Inside the quiet Smith house, a letter slides under Morty's door that reads:

Morty,

To save Rick:

1. Wait until he's calm or sad.

2. Tell him you love him without concern for being loved back.

3. Then hug him.

4. While hugging him, tell him you love him again.

Repeat these steps as often as he'll let you. Could be months apart.

And most importantly, whenever he does good, give thanks, no matter how mad you might be.

A long paragraph follows this, but Morty wasn't in his room to read it.

He stood outside. With his portal gun in his hand. A backpack on his back. His eyes brooding—fretting—into the pavement outside. Exactly the same as younger Mortys had two years earlier.

'Maybe—Maybe just a walk would help, clear my head, give me time to think.' So Morty starts walking, all of his thoughts pouring into the ground—

"Morty?"

Morty's head whips around, opening his mouth to speak, but it stays gaping when he sees Rayna wearing a backpack too.

"Why are you—" both gasping the words "—You—"

"I can't stay here," Morty says. "Rick is... He's impossible. Pushing him doesn't work. He needs people that love him. I can't do that anymore and we'll just kill each other if I stay, or I'll become like his Morty. And, my family doesn't even know me anymore, and vice-versa, so..."

Rayna counters, "His family could never understand him, not like we do. He needs you. I can't stay, I'll just fuck things up more than I have. I left a note in your room—I should have told you the first day. Instead, I told you the opposite and pretended it was advice."

In his bed, Rick tries to stay unconscious, but he gets pulled out of it when his hand finds no portal gun to rid himself of pee. Getting up, he sees a letter slid under his door and turns both hot and cold. 'Not another letter, not another god damn letter!
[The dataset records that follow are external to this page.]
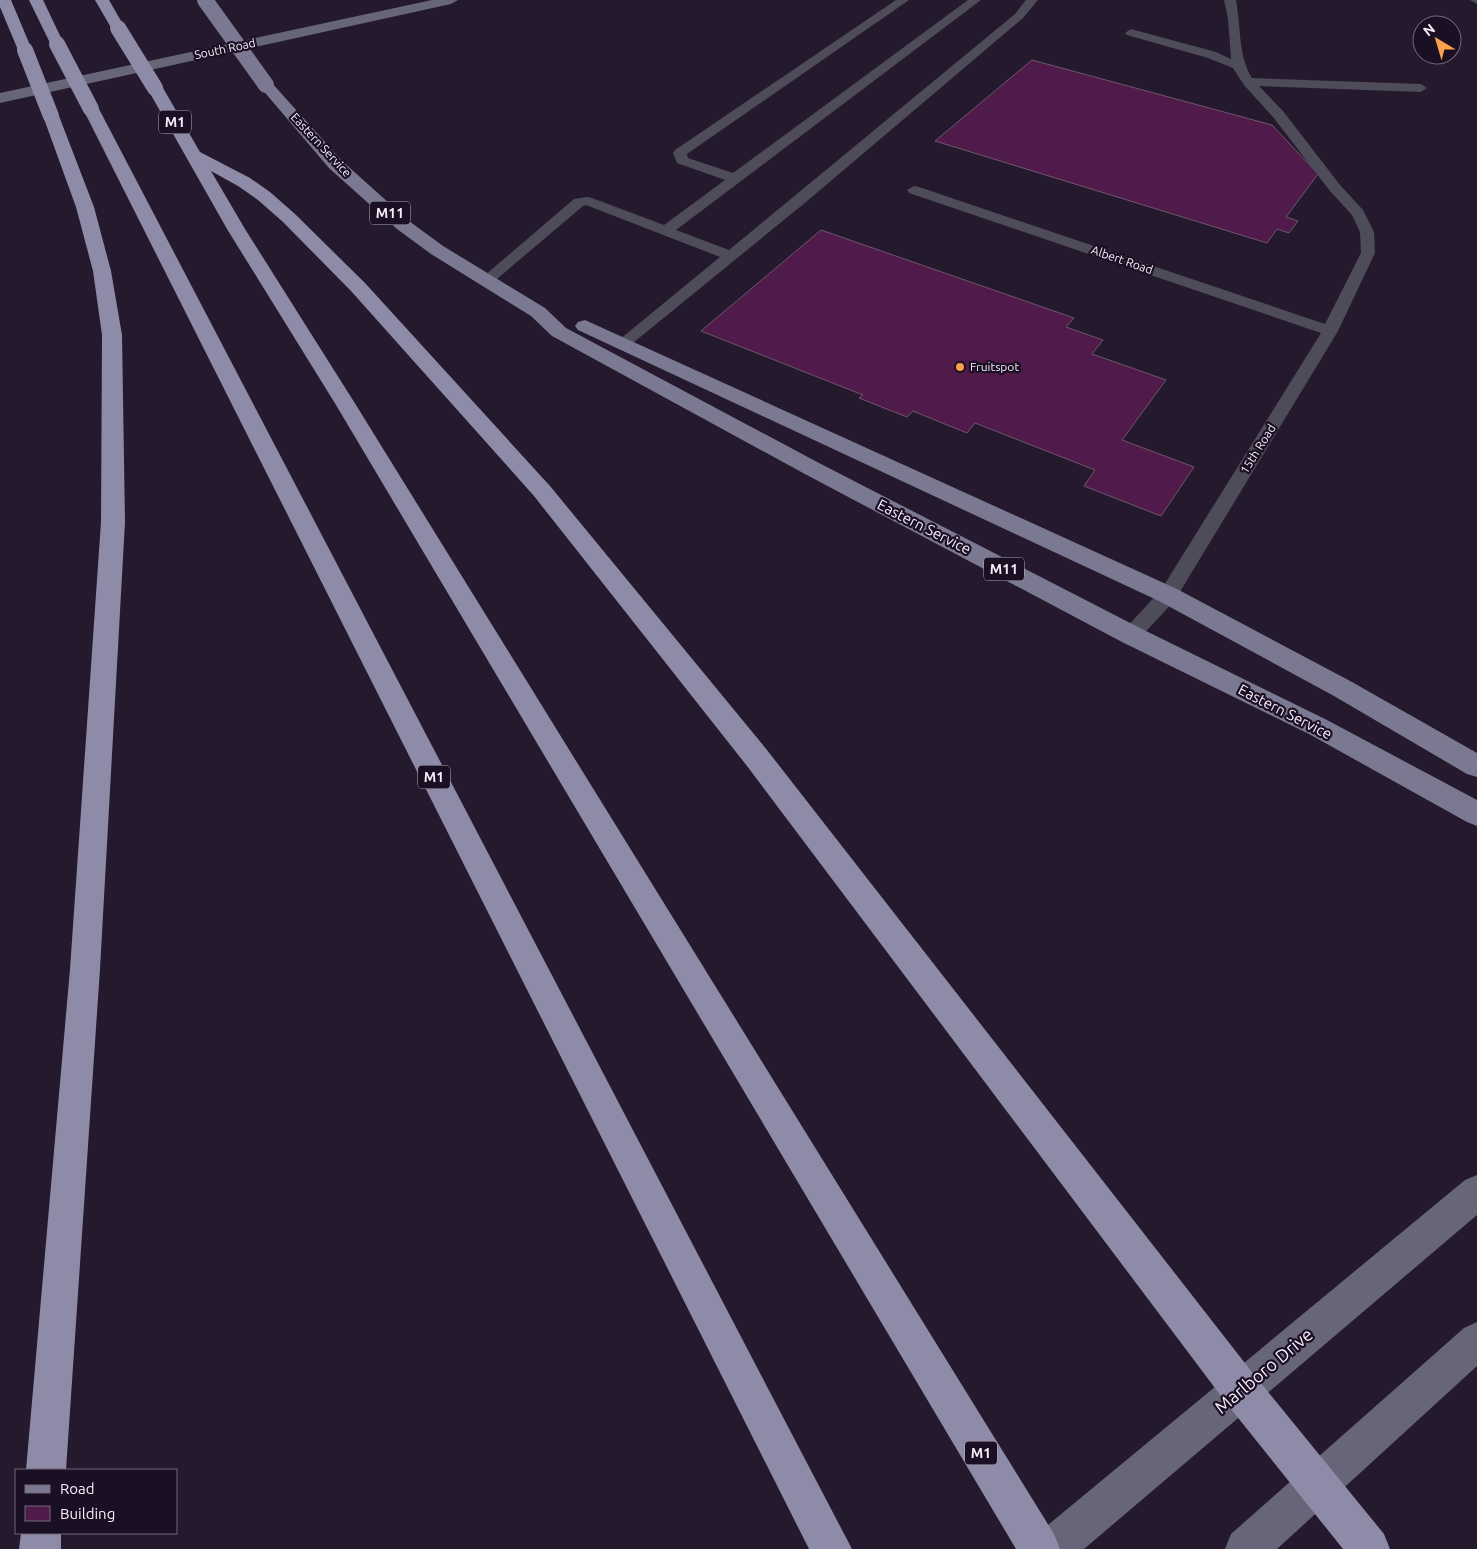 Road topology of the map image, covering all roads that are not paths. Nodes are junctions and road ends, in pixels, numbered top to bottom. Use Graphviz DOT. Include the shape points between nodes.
graph roads {
  1 [pos="4,0"];
  2 [pos="36,0"];
  3 [pos="102,0"];
  4 [pos="205,0"];
  5 [pos="387,0"];
  6 [pos="451,0"];
  7 [pos="903,0"];
  8 [pos="975,0"];
  9 [pos="1032,0"];
  10 [pos="1230,0"];
  11 [pos="1131,34"];
  12 [pos="213,36"];
  13 [pos="150,50"];
  14 [pos="1238,66"];
  15 [pos="17,80"];
  16 [pos="1248,82"];
  17 [pos="1421,88"];
  18 [pos="0,98"];
  19 [pos="196,156"];
  20 [pos="734,178"];
  21 [pos="914,190"];
  22 [pos="666,231"];
  23 [pos="730,256"];
  24 [pos="486,281"];
  25 [pos="538,312"];
  26 [pos="1330,330"];
  27 [pos="622,344"];
  28 [pos="1168,595"];
  29 [pos="1131,635"];
  30 [pos="1477,766"];
  31 [pos="1477,814"];
  32 [pos="1477,1192"];
  33 [pos="1477,1341"];
  34 [pos="1241,1390"];
  35 [pos="46,1469"];
  36 [pos="1319,1485"];
  37 [pos="41,1534"];
  38 [pos="40,1549"];
  39 [pos="831,1549"];
  40 [pos="1039,1549"];
  41 [pos="1052,1549"];
  42 [pos="1246,1549"];
  43 [pos="1368,1549"];
  1 -- 35 [label="highway, bridge" via="85,207 102,272 113,360 113,522 85,969"];
  2 -- 39 [label="highway, M1, bridge"];
  3 -- 19 [label="highway, M1, bridge"];
  4 -- 24 [label="main road, Eastern Service / M11, bridge" via="266,85 335,164 403,225"];
  5 -- 12 [label="street, South Road"];
  6 -- 18 [label="street, South Road"];
  7 -- 20 [label="lane" via="680,153 682,160 689,164"];
  8 -- 20 [label="lane"];
  9 -- 23 [label="lane" via="1019,16"];
  10 -- 14 [label="lane"];
  11 -- 14 [label="lane" via="1212,55"];
  13 -- 15 [label="street"];
  14 -- 16 [label="lane"];
  16 -- 17 [label="lane"];
  16 -- 26 [label="lane, 15th Road" via="1358,213 1367,232 1368,253"];
  19 -- 34 [label="highway" via="244,182 289,218 365,294 542,490 757,758"];
  19 -- 40 [label="highway, M1" via="236,229"];
  20 -- 22 [label="lane"];
  21 -- 26 [label="lane, Albert Road"];
  22 -- 23 [label="lane"];
  22 -- 24 [label="lane" via="587,201 579,202"];
  23 -- 27 [label="lane"];
  24 -- 25 [label="main road, Eastern Service / M11"];
  25 -- 27 [label="main road, Eastern Service / M11" via="576,322"];
  25 -- 29 [label="main road, Eastern Service / M11" via="559,332"];
  26 -- 28 [label="lane, 15th Road"];
  27 -- 28 [label="main road, Eastern Service / M11"];
  28 -- 29 [label="lane, 15th Road"];
  28 -- 30 [label="main road, Eastern Service / M11"];
  29 -- 31 [label="main road, Eastern Service / M11" via="1318,727"];
  32 -- 34 [label="street, Marlboro Drive"];
  33 -- 36 [label="street"];
  34 -- 36 [label="highway"];
  34 -- 41 [label="street, Marlboro Drive"];
  36 -- 42 [label="street"];
  36 -- 43 [label="highway"];
  37 -- 38 [label="highway"];
}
Why do I always DESTROY EVERYTHING!'

He rushes to it, seeing two full pages, but almost can't pick them up. It begins:

Rick,

I'm sorry I've been terrible to you.

I have a sick feeling I've been terrible for a long time. I don't think I always was, but when my mother died—I think in my teens—I certainly lost her as a compass.

"He's like a god, Rayna. And gods are alone. He needs an equal. I'm 40 or whatever years behind. 46," Morty amends, as Rayna opens her mouth to correct his bad math but decides it's not a good time. "He wants love from someone smart, that's why he hates it when everybody's stupid. But with me, it's like he's squeezing the life out of a dry sponge, when he's dying of thirst."